- [PROMPT] Output the records exactly as they appear, with no pictures included.

(Stored data)

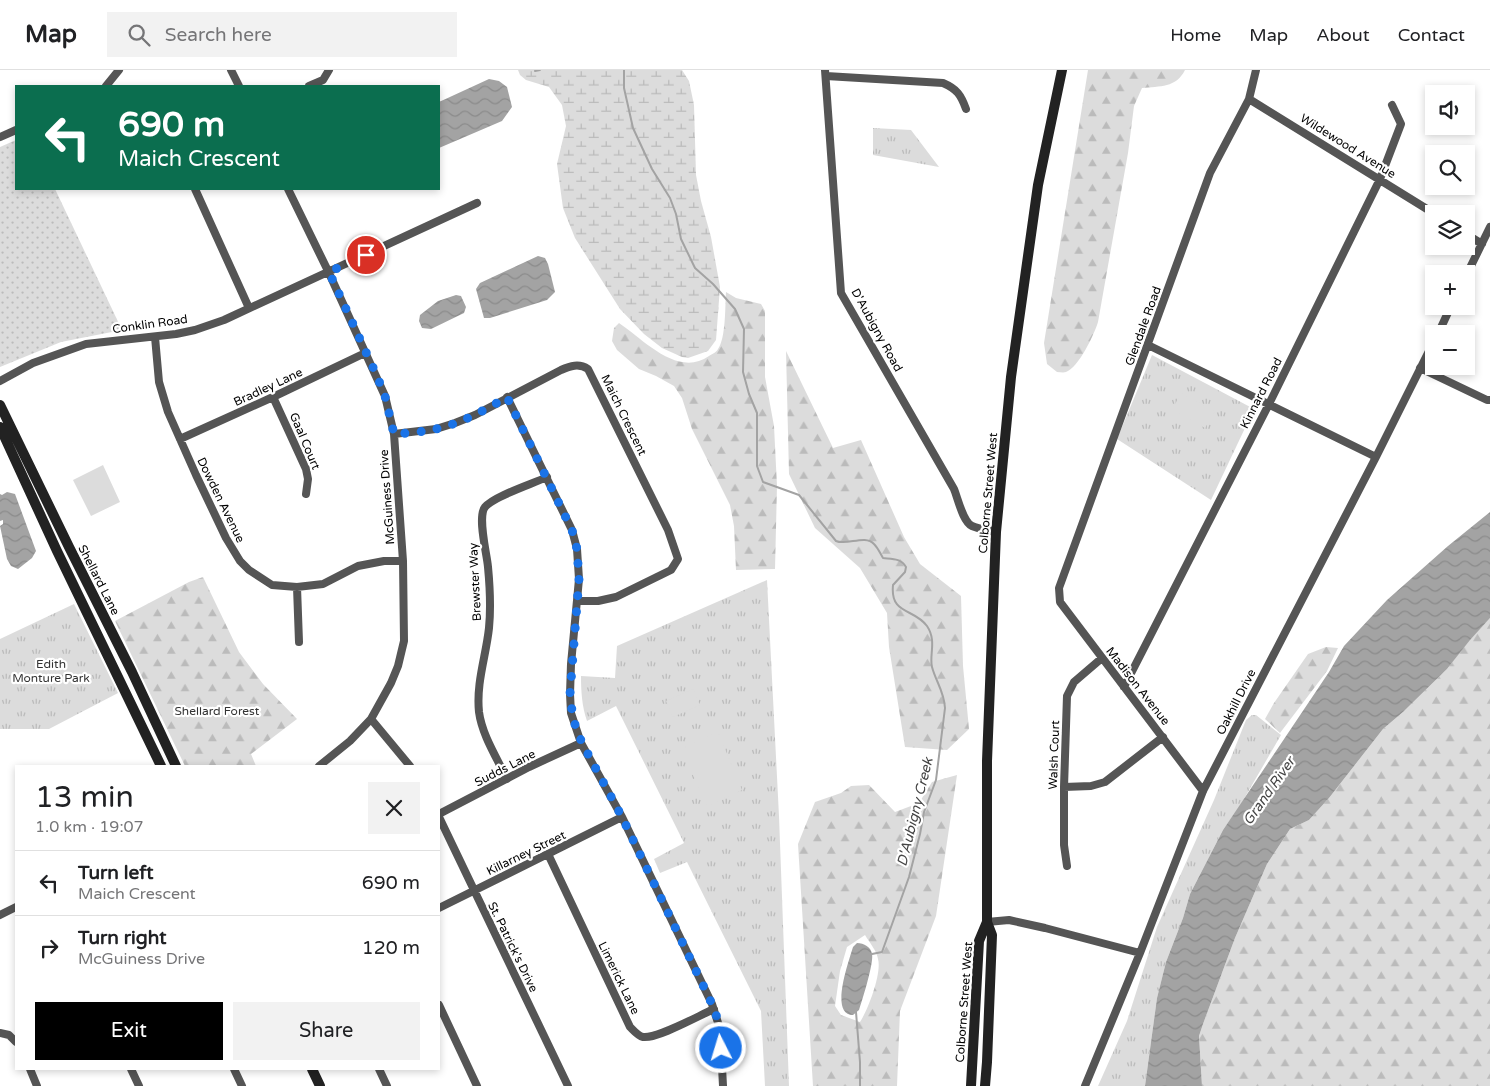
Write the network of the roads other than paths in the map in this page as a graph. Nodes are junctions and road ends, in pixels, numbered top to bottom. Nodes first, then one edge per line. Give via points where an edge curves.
1 (119, 70) edge
2 (231, 70) edge
3 (329, 70) edge
4 (1062, 70) edge
5 (1256, 70) edge
6 (826, 73) edge
7 (107, 85) edge
8 (238, 85) edge
9 (311, 85) edge
10 (1249, 99) junction
11 (1392, 105) dead end
12 (966, 109) dead end
13 (15, 130) edge
14 (0, 138) edge
15 (1380, 179) junction
16 (195, 190) edge
17 (288, 190) edge
18 (477, 203) dead end
19 (1425, 208) edge
20 (1490, 227) edge
21 (1475, 240) edge
22 (1482, 244) junction
23 (1472, 265) edge
24 (329, 272) junction
25 (249, 308) junction
26 (155, 337) junction
27 (1148, 346) junction
28 (365, 353) junction
29 (1425, 358) edge
30 (1420, 368) junction
31 (0, 381) edge
32 (274, 397) junction
33 (507, 397) junction
34 (1490, 400) edge
35 (1269, 404) junction
36 (0, 405) edge
37 (0, 427) edge
38 (394, 434) junction
39 (180, 439) junction
40 (1376, 457) junction
41 (547, 477) junction
42 (306, 494) dead end
43 (996, 532) junction
44 (403, 561) junction
45 (297, 587) junction
46 (1059, 594) joint
47 (578, 601) junction
48 (299, 642) dead end
49 (1102, 658) junction
50 (1124, 687) junction
51 (370, 719) junction
52 (1163, 737) junction
53 (582, 743) junction
54 (160, 765) edge
55 (176, 765) edge
56 (320, 765) edge
57 (409, 765) edge
58 (507, 779) junction
59 (1064, 787) junction
60 (1203, 791) junction
61 (440, 814) edge
62 (440, 817) edge
63 (622, 817) junction
64 (548, 854) junction
65 (1067, 866) dead end
66 (474, 890) junction
67 (440, 907) edge
68 (15, 908) edge
69 (0, 915) edge
70 (987, 922) junction
71 (1140, 953) junction
72 (440, 1007) edge
73 (714, 1009) junction
74 (0, 1033) edge
75 (15, 1041) edge
76 (30, 1070) edge
77 (131, 1070) edge
78 (234, 1070) edge
79 (312, 1070) edge
80 (379, 1070) edge
81 (37, 1086) edge
82 (139, 1086) edge
83 (242, 1086) edge
84 (320, 1086) edge
85 (387, 1086) edge
86 (478, 1086) edge
87 (568, 1086) edge
88 (723, 1086) edge
89 (971, 1086) edge
90 (984, 1086) edge
91 (1085, 1086) edge

1 - 7 street
2 - 8 street
3 - 9 street via 323,80
4 - 43 main road, Colborne Street West via 1036,194 1011,377
5 - 10 street, Glendale Road
6 - 12 street via 943,83 958,91
6 - 43 street, D'Aubigny Road via 841,293 954,489 964,519 974,527
10 - 15 street, Wildewood Avenue
10 - 27 street, Glendale Road via 1210,173
11 - 15 street, Kinnard Road via 1401,124
13 - 14 street
15 - 19 street, Wildewood Avenue
15 - 35 street, Kinnard Road
16 - 25 street
17 - 24 street, McGuiness Drive
18 - 24 street, Conklin Road
20 - 22 street
21 - 22 street
22 - 23 street
24 - 25 street, Conklin Road
24 - 28 street, McGuiness Drive
25 - 26 street, Conklin Road via 194,330
26 - 31 street, Conklin Road via 86,344 33,363
26 - 39 street, Dowden Avenue via 162,397
27 - 35 street
27 - 46 street, Glendale Road
28 - 32 street, Bradley Lane
28 - 38 street, McGuiness Drive via 385,396
29 - 30 street, Oakhill Drive
30 - 34 street
30 - 40 street, Oakhill Drive
32 - 39 street, Bradley Lane
32 - 42 street, Gaal Court via 306,469
33 - 38 street, Maich Crescent via 455,423 436,429
33 - 41 street
33 - 47 street, Maich Crescent via 570,366 588,369 675,547 678,559 671,570 616,597
35 - 40 street
35 - 50 street, Kinnard Road
36 - 55 main road, Shellard Lane
37 - 54 main road, Shellard Lane
38 - 44 street, McGuiness Drive
39 - 45 street, Dowden Avenue via 240,561 272,585
40 - 60 street, Oakhill Drive
41 - 47 street via 572,530 579,565
41 - 58 street, Brewster Way via 494,500 484,508 482,518 490,604 479,688 480,714
43 - 70 main road, Colborne Street West via 987,761
44 - 45 street, Dowden Avenue via 358,566 323,584
44 - 51 street, McGuiness Drive via 402,650 391,683
45 - 48 street
46 - 49 street, Madison Avenue via 1060,602
47 - 53 street via 570,694 571,713
49 - 50 street, Madison Avenue
49 - 59 street, Walsh Court via 1074,682 1067,696
50 - 52 street, Madison Avenue
51 - 56 street, McGuiness Drive via 350,741
51 - 57 street
52 - 59 street via 1105,782
52 - 60 street, Madison Avenue
53 - 58 street, Sudds Lane
53 - 63 street
58 - 61 street, Sudds Lane
59 - 65 street, Walsh Court
60 - 71 street, Oakhill Drive
62 - 66 street, St. Patrick's Drive
63 - 64 street, Killarney Street
63 - 73 street
64 - 66 street, Killarney Street
64 - 73 street, Limerick Lane via 630,1027 636,1033 654,1037
66 - 67 street, Killarney Street
66 - 87 street, St. Patrick's Drive
68 - 69 street
70 - 71 street via 1009,920
70 - 89 main road, Colborne Street West via 979,940
70 - 90 main road, Colborne Street West via 992,935
71 - 91 street, Oakhill Drive
72 - 86 street
73 - 88 street via 720,1029
74 - 75 street
76 - 81 street
77 - 82 street
78 - 83 street
79 - 84 main road
80 - 85 street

- [TASK RESULT]
Write the network of the roads other than paths in the map in this page as a graph. Nodes are junctions and road ends, in pixels, numbered top to bottom. Nodes first, then one edge per line. Give via points where an edge curves.
1 (119, 70) edge
2 (231, 70) edge
3 (329, 70) edge
4 (1062, 70) edge
5 (1256, 70) edge
6 (826, 73) edge
7 (107, 85) edge
8 (238, 85) edge
9 (311, 85) edge
10 (1249, 99) junction
11 (1392, 105) dead end
12 (966, 109) dead end
13 (15, 130) edge
14 (0, 138) edge
15 (1380, 179) junction
16 (195, 190) edge
17 (288, 190) edge
18 (477, 203) dead end
19 (1425, 208) edge
20 (1490, 227) edge
21 (1475, 240) edge
22 (1482, 244) junction
23 (1472, 265) edge
24 (329, 272) junction
25 (249, 308) junction
26 (155, 337) junction
27 (1148, 346) junction
28 (365, 353) junction
29 (1425, 358) edge
30 (1420, 368) junction
31 (0, 381) edge
32 (274, 397) junction
33 (507, 397) junction
34 (1490, 400) edge
35 (1269, 404) junction
36 (0, 405) edge
37 (0, 427) edge
38 (394, 434) junction
39 (180, 439) junction
40 (1376, 457) junction
41 (547, 477) junction
42 (306, 494) dead end
43 (996, 532) junction
44 (403, 561) junction
45 (297, 587) junction
46 (1059, 594) joint
47 (578, 601) junction
48 (299, 642) dead end
49 (1102, 658) junction
50 (1124, 687) junction
51 (370, 719) junction
52 (1163, 737) junction
53 (582, 743) junction
54 (160, 765) edge
55 (176, 765) edge
56 (320, 765) edge
57 (409, 765) edge
58 (507, 779) junction
59 (1064, 787) junction
60 (1203, 791) junction
61 (440, 814) edge
62 (440, 817) edge
63 (622, 817) junction
64 (548, 854) junction
65 (1067, 866) dead end
66 (474, 890) junction
67 (440, 907) edge
68 (15, 908) edge
69 (0, 915) edge
70 (987, 922) junction
71 (1140, 953) junction
72 (440, 1007) edge
73 (714, 1009) junction
74 (0, 1033) edge
75 (15, 1041) edge
76 (30, 1070) edge
77 (131, 1070) edge
78 (234, 1070) edge
79 (312, 1070) edge
80 (379, 1070) edge
81 (37, 1086) edge
82 (139, 1086) edge
83 (242, 1086) edge
84 (320, 1086) edge
85 (387, 1086) edge
86 (478, 1086) edge
87 (568, 1086) edge
88 (723, 1086) edge
89 (971, 1086) edge
90 (984, 1086) edge
91 (1085, 1086) edge

1 - 7 street
2 - 8 street
3 - 9 street via 323,80
4 - 43 main road, Colborne Street West via 1036,194 1011,377
5 - 10 street, Glendale Road
6 - 12 street via 943,83 958,91
6 - 43 street, D'Aubigny Road via 841,293 954,489 964,519 974,527
10 - 15 street, Wildewood Avenue
10 - 27 street, Glendale Road via 1210,173
11 - 15 street, Kinnard Road via 1401,124
13 - 14 street
15 - 19 street, Wildewood Avenue
15 - 35 street, Kinnard Road
16 - 25 street
17 - 24 street, McGuiness Drive
18 - 24 street, Conklin Road
20 - 22 street
21 - 22 street
22 - 23 street
24 - 25 street, Conklin Road
24 - 28 street, McGuiness Drive
25 - 26 street, Conklin Road via 194,330
26 - 31 street, Conklin Road via 86,344 33,363
26 - 39 street, Dowden Avenue via 162,397
27 - 35 street
27 - 46 street, Glendale Road
28 - 32 street, Bradley Lane
28 - 38 street, McGuiness Drive via 385,396
29 - 30 street, Oakhill Drive
30 - 34 street
30 - 40 street, Oakhill Drive
32 - 39 street, Bradley Lane
32 - 42 street, Gaal Court via 306,469
33 - 38 street, Maich Crescent via 455,423 436,429
33 - 41 street
33 - 47 street, Maich Crescent via 570,366 588,369 675,547 678,559 671,570 616,597
35 - 40 street
35 - 50 street, Kinnard Road
36 - 55 main road, Shellard Lane
37 - 54 main road, Shellard Lane
38 - 44 street, McGuiness Drive
39 - 45 street, Dowden Avenue via 240,561 272,585
40 - 60 street, Oakhill Drive
41 - 47 street via 572,530 579,565
41 - 58 street, Brewster Way via 494,500 484,508 482,518 490,604 479,688 480,714
43 - 70 main road, Colborne Street West via 987,761
44 - 45 street, Dowden Avenue via 358,566 323,584
44 - 51 street, McGuiness Drive via 402,650 391,683
45 - 48 street
46 - 49 street, Madison Avenue via 1060,602
47 - 53 street via 570,694 571,713
49 - 50 street, Madison Avenue
49 - 59 street, Walsh Court via 1074,682 1067,696
50 - 52 street, Madison Avenue
51 - 56 street, McGuiness Drive via 350,741
51 - 57 street
52 - 59 street via 1105,782
52 - 60 street, Madison Avenue
53 - 58 street, Sudds Lane
53 - 63 street
58 - 61 street, Sudds Lane
59 - 65 street, Walsh Court
60 - 71 street, Oakhill Drive
62 - 66 street, St. Patrick's Drive
63 - 64 street, Killarney Street
63 - 73 street
64 - 66 street, Killarney Street
64 - 73 street, Limerick Lane via 630,1027 636,1033 654,1037
66 - 67 street, Killarney Street
66 - 87 street, St. Patrick's Drive
68 - 69 street
70 - 71 street via 1009,920
70 - 89 main road, Colborne Street West via 979,940
70 - 90 main road, Colborne Street West via 992,935
71 - 91 street, Oakhill Drive
72 - 86 street
73 - 88 street via 720,1029
74 - 75 street
76 - 81 street
77 - 82 street
78 - 83 street
79 - 84 main road
80 - 85 street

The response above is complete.